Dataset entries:
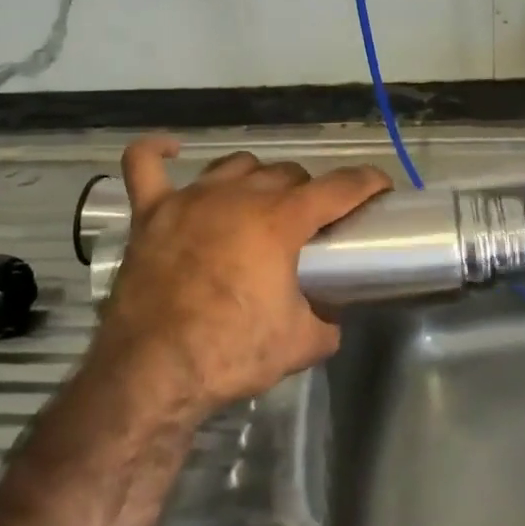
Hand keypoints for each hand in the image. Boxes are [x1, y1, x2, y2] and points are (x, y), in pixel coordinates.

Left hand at [93, 136, 392, 423]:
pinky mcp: (150, 215)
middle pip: (287, 173)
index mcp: (279, 221)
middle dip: (309, 191)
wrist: (152, 374)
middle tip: (313, 223)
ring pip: (236, 166)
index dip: (367, 183)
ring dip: (257, 178)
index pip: (339, 188)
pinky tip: (170, 151)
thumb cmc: (231, 354)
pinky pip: (144, 167)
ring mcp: (190, 200)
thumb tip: (332, 317)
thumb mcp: (301, 344)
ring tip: (262, 202)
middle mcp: (238, 197)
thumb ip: (327, 322)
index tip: (381, 187)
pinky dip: (156, 154)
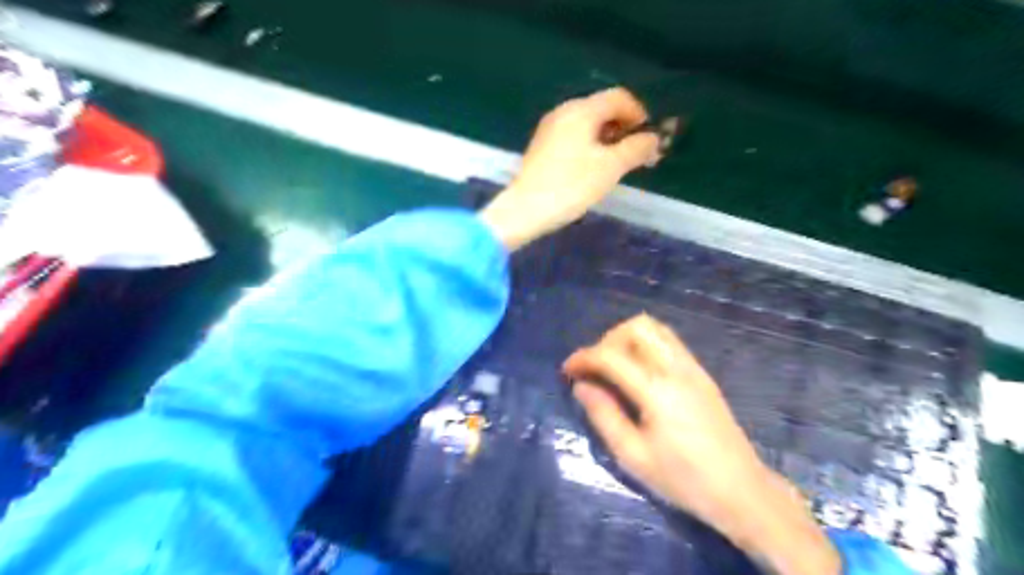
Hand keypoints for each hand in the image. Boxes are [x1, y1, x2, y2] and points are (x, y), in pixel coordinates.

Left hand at [477, 84, 660, 252]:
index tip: (648, 138)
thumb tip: (653, 138)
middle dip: (624, 128)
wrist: (525, 209)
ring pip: (588, 124)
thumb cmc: (571, 185)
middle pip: (602, 109)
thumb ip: (636, 148)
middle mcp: (564, 111)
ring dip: (608, 139)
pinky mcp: (542, 146)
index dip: (639, 114)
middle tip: (637, 154)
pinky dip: (591, 146)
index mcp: (581, 110)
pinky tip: (594, 168)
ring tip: (618, 164)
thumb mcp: (611, 167)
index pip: (619, 97)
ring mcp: (550, 129)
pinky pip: (574, 136)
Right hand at [560, 316, 840, 573]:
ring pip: (655, 329)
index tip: (567, 371)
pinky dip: (645, 346)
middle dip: (607, 340)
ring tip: (614, 368)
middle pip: (637, 327)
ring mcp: (693, 368)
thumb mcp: (633, 455)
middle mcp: (676, 368)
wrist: (741, 491)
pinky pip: (668, 342)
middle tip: (596, 369)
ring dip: (627, 339)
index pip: (611, 355)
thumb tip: (582, 385)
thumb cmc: (683, 479)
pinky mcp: (701, 374)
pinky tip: (638, 374)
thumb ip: (603, 415)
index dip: (583, 357)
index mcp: (657, 390)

WHAT YOU WILL DO => Copy range, inclusive: the line holding "middle tip: (637, 154)" to the line holding "middle dip: (607, 340)". Reproduce exactly those lines of the records above and no others.

EXERCISE SOLUTION =>
middle tip: (637, 154)
pinky dip: (591, 146)
index mcp: (581, 110)
pinky tip: (594, 168)
ring tip: (618, 164)
thumb mcp: (611, 167)
index pip: (619, 97)
ring mcp: (550, 129)
pinky pip: (574, 136)
Right hand at [560, 316, 840, 573]:
ring pip: (655, 329)
index tip: (567, 371)
pinky dip: (645, 346)
middle dip: (607, 340)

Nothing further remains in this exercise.